### Data records
- - -

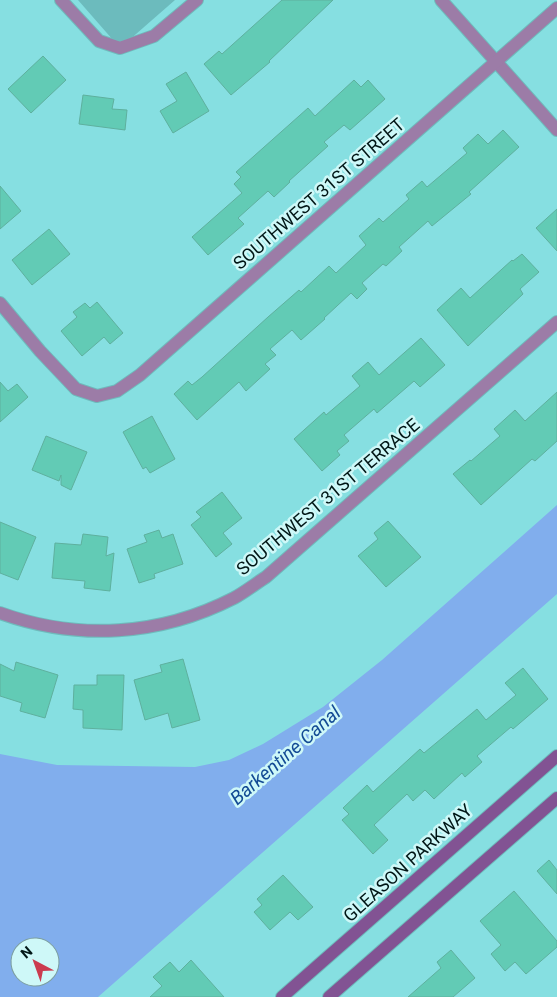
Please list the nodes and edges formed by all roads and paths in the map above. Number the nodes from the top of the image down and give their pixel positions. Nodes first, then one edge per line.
1 (61, 0) edge
2 (197, 0) edge
3 (441, 0) edge
4 (557, 8) edge
5 (496, 62) junction
6 (557, 130) edge
7 (0, 303) edge
8 (557, 322) edge
9 (0, 613) edge
10 (557, 757) edge
11 (557, 798) edge
12 (282, 997) edge
13 (329, 997) edge

1 - 2 street
3 - 5 street
4 - 5 street, SOUTHWEST 31ST STREET
5 - 6 street
5 - 7 street, SOUTHWEST 31ST STREET
8 - 9 street, SOUTHWEST 31ST TERRACE
10 - 12 main road, GLEASON PARKWAY
11 - 13 main road

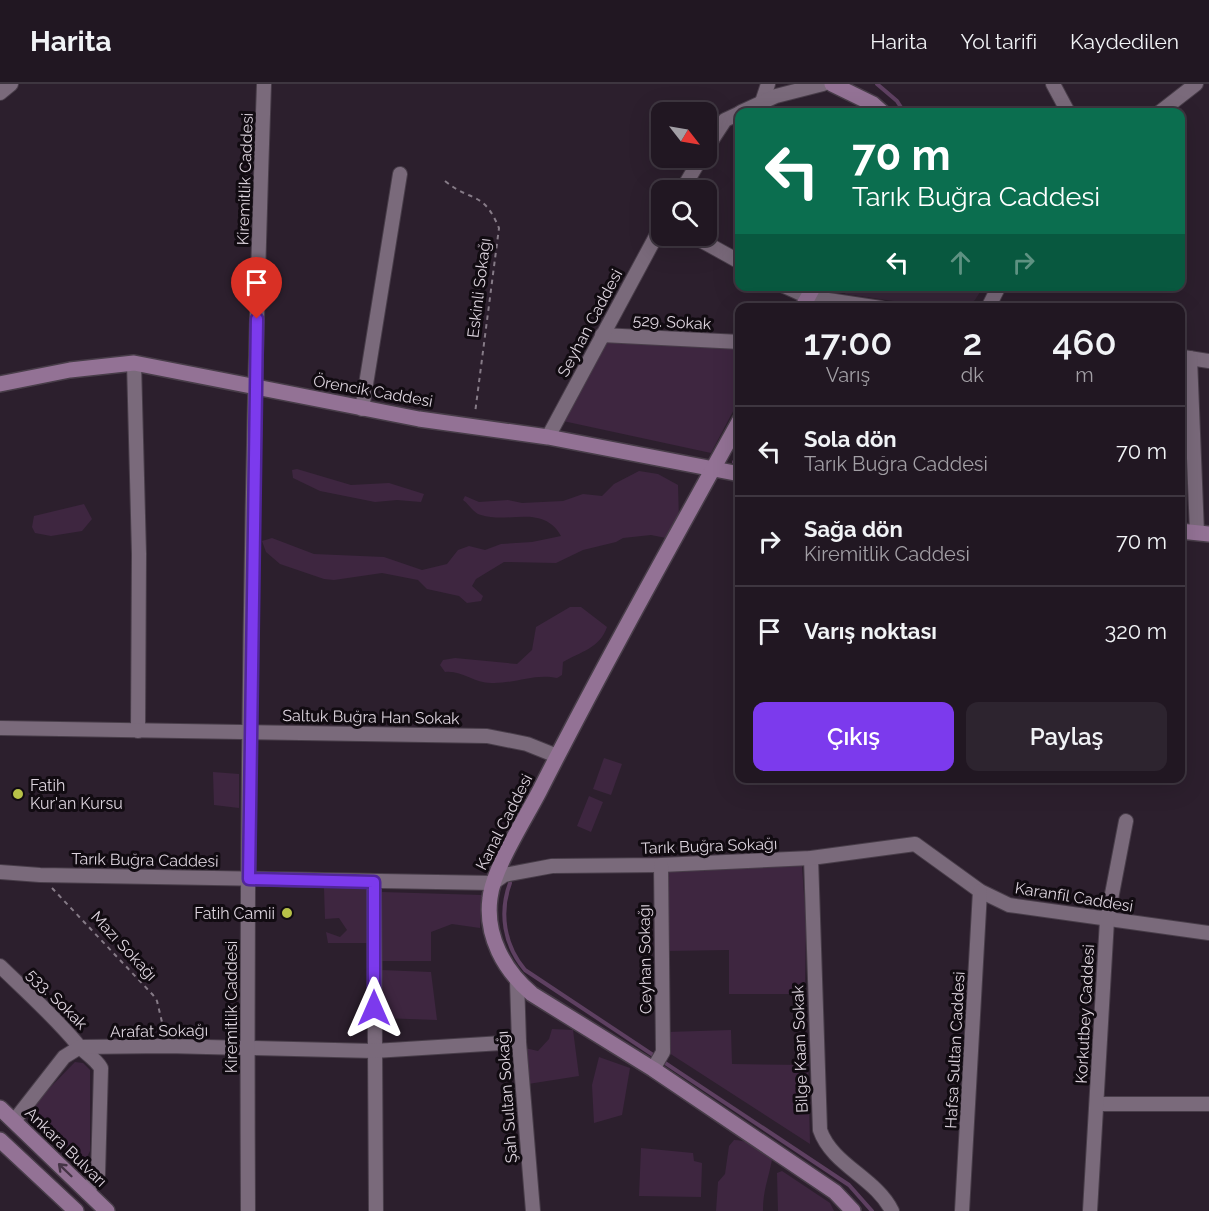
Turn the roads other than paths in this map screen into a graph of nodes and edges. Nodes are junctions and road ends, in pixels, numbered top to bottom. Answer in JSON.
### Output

- - -

### Exercise brief
Give the listing again exactly, minus its images.

### Answer space
Please list the nodes and edges formed by all roads and paths in the map above. Number the nodes from the top of the image down and give their pixel positions. Nodes first, then one edge per line.
1 (61, 0) edge
2 (197, 0) edge
3 (441, 0) edge
4 (557, 8) edge
5 (496, 62) junction
6 (557, 130) edge
7 (0, 303) edge
8 (557, 322) edge
9 (0, 613) edge
10 (557, 757) edge
11 (557, 798) edge
12 (282, 997) edge
13 (329, 997) edge

1 - 2 street
3 - 5 street
4 - 5 street, SOUTHWEST 31ST STREET
5 - 6 street
5 - 7 street, SOUTHWEST 31ST STREET
8 - 9 street, SOUTHWEST 31ST TERRACE
10 - 12 main road, GLEASON PARKWAY
11 - 13 main road

Turn the roads other than paths in this map screen into a graph of nodes and edges. Nodes are junctions and road ends, in pixels, numbered top to bottom. Answer in JSON.
### Output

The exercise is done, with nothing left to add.